▶ Aim of the exercise: Output all of the entries below precisely as written.

▶ Source records:
========

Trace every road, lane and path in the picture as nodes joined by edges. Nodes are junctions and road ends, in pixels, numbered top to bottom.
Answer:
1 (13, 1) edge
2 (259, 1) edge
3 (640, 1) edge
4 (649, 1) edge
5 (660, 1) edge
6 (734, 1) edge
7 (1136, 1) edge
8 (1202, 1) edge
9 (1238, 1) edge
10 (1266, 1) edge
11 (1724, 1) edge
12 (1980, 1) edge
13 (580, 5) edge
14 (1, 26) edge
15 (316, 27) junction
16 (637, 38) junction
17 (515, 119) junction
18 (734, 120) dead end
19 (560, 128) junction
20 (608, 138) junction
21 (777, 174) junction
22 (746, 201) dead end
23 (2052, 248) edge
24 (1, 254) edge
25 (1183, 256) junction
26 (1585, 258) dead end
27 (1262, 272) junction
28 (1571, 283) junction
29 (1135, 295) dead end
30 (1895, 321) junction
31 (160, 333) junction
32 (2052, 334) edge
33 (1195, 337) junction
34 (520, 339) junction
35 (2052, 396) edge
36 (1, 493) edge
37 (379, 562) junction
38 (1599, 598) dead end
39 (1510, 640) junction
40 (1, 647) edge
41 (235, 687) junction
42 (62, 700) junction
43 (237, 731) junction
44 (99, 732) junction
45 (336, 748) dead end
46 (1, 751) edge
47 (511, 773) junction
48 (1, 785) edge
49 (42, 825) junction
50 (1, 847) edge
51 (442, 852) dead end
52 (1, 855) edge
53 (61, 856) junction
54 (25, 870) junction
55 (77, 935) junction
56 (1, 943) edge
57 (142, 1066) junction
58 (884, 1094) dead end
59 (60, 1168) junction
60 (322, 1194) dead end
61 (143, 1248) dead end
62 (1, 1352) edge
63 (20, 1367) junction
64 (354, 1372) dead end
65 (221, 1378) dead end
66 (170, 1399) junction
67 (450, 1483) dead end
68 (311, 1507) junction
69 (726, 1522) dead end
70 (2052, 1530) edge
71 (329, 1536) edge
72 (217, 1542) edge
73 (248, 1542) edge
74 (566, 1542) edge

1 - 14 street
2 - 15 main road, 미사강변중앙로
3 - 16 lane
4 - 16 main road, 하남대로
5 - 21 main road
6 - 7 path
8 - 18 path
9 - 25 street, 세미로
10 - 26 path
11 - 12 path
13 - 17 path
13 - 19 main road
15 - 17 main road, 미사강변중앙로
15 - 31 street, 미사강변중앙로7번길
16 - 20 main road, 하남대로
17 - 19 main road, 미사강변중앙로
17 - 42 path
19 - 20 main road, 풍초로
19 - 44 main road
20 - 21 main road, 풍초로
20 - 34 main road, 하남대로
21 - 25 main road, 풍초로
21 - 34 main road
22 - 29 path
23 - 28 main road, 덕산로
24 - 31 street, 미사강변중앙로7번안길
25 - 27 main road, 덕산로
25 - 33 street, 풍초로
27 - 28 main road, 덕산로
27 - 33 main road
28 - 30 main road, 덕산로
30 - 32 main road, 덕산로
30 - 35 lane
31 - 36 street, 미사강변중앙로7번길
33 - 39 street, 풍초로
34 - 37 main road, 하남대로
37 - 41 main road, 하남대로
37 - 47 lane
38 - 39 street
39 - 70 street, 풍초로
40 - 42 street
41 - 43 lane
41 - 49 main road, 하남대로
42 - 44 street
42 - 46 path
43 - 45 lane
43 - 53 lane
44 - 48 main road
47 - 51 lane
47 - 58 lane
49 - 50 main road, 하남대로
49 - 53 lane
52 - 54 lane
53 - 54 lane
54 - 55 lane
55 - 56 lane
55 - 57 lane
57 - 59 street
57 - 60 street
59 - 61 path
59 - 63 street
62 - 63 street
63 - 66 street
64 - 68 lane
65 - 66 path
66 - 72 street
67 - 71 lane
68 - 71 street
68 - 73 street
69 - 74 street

========

▶ Reply to the task:
Trace every road, lane and path in the picture as nodes joined by edges. Nodes are junctions and road ends, in pixels, numbered top to bottom.
Answer:
1 (13, 1) edge
2 (259, 1) edge
3 (640, 1) edge
4 (649, 1) edge
5 (660, 1) edge
6 (734, 1) edge
7 (1136, 1) edge
8 (1202, 1) edge
9 (1238, 1) edge
10 (1266, 1) edge
11 (1724, 1) edge
12 (1980, 1) edge
13 (580, 5) edge
14 (1, 26) edge
15 (316, 27) junction
16 (637, 38) junction
17 (515, 119) junction
18 (734, 120) dead end
19 (560, 128) junction
20 (608, 138) junction
21 (777, 174) junction
22 (746, 201) dead end
23 (2052, 248) edge
24 (1, 254) edge
25 (1183, 256) junction
26 (1585, 258) dead end
27 (1262, 272) junction
28 (1571, 283) junction
29 (1135, 295) dead end
30 (1895, 321) junction
31 (160, 333) junction
32 (2052, 334) edge
33 (1195, 337) junction
34 (520, 339) junction
35 (2052, 396) edge
36 (1, 493) edge
37 (379, 562) junction
38 (1599, 598) dead end
39 (1510, 640) junction
40 (1, 647) edge
41 (235, 687) junction
42 (62, 700) junction
43 (237, 731) junction
44 (99, 732) junction
45 (336, 748) dead end
46 (1, 751) edge
47 (511, 773) junction
48 (1, 785) edge
49 (42, 825) junction
50 (1, 847) edge
51 (442, 852) dead end
52 (1, 855) edge
53 (61, 856) junction
54 (25, 870) junction
55 (77, 935) junction
56 (1, 943) edge
57 (142, 1066) junction
58 (884, 1094) dead end
59 (60, 1168) junction
60 (322, 1194) dead end
61 (143, 1248) dead end
62 (1, 1352) edge
63 (20, 1367) junction
64 (354, 1372) dead end
65 (221, 1378) dead end
66 (170, 1399) junction
67 (450, 1483) dead end
68 (311, 1507) junction
69 (726, 1522) dead end
70 (2052, 1530) edge
71 (329, 1536) edge
72 (217, 1542) edge
73 (248, 1542) edge
74 (566, 1542) edge

1 - 14 street
2 - 15 main road, 미사강변중앙로
3 - 16 lane
4 - 16 main road, 하남대로
5 - 21 main road
6 - 7 path
8 - 18 path
9 - 25 street, 세미로
10 - 26 path
11 - 12 path
13 - 17 path
13 - 19 main road
15 - 17 main road, 미사강변중앙로
15 - 31 street, 미사강변중앙로7번길
16 - 20 main road, 하남대로
17 - 19 main road, 미사강변중앙로
17 - 42 path
19 - 20 main road, 풍초로
19 - 44 main road
20 - 21 main road, 풍초로
20 - 34 main road, 하남대로
21 - 25 main road, 풍초로
21 - 34 main road
22 - 29 path
23 - 28 main road, 덕산로
24 - 31 street, 미사강변중앙로7번안길
25 - 27 main road, 덕산로
25 - 33 street, 풍초로
27 - 28 main road, 덕산로
27 - 33 main road
28 - 30 main road, 덕산로
30 - 32 main road, 덕산로
30 - 35 lane
31 - 36 street, 미사강변중앙로7번길
33 - 39 street, 풍초로
34 - 37 main road, 하남대로
37 - 41 main road, 하남대로
37 - 47 lane
38 - 39 street
39 - 70 street, 풍초로
40 - 42 street
41 - 43 lane
41 - 49 main road, 하남대로
42 - 44 street
42 - 46 path
43 - 45 lane
43 - 53 lane
44 - 48 main road
47 - 51 lane
47 - 58 lane
49 - 50 main road, 하남대로
49 - 53 lane
52 - 54 lane
53 - 54 lane
54 - 55 lane
55 - 56 lane
55 - 57 lane
57 - 59 street
57 - 60 street
59 - 61 path
59 - 63 street
62 - 63 street
63 - 66 street
64 - 68 lane
65 - 66 path
66 - 72 street
67 - 71 lane
68 - 71 street
68 - 73 street
69 - 74 street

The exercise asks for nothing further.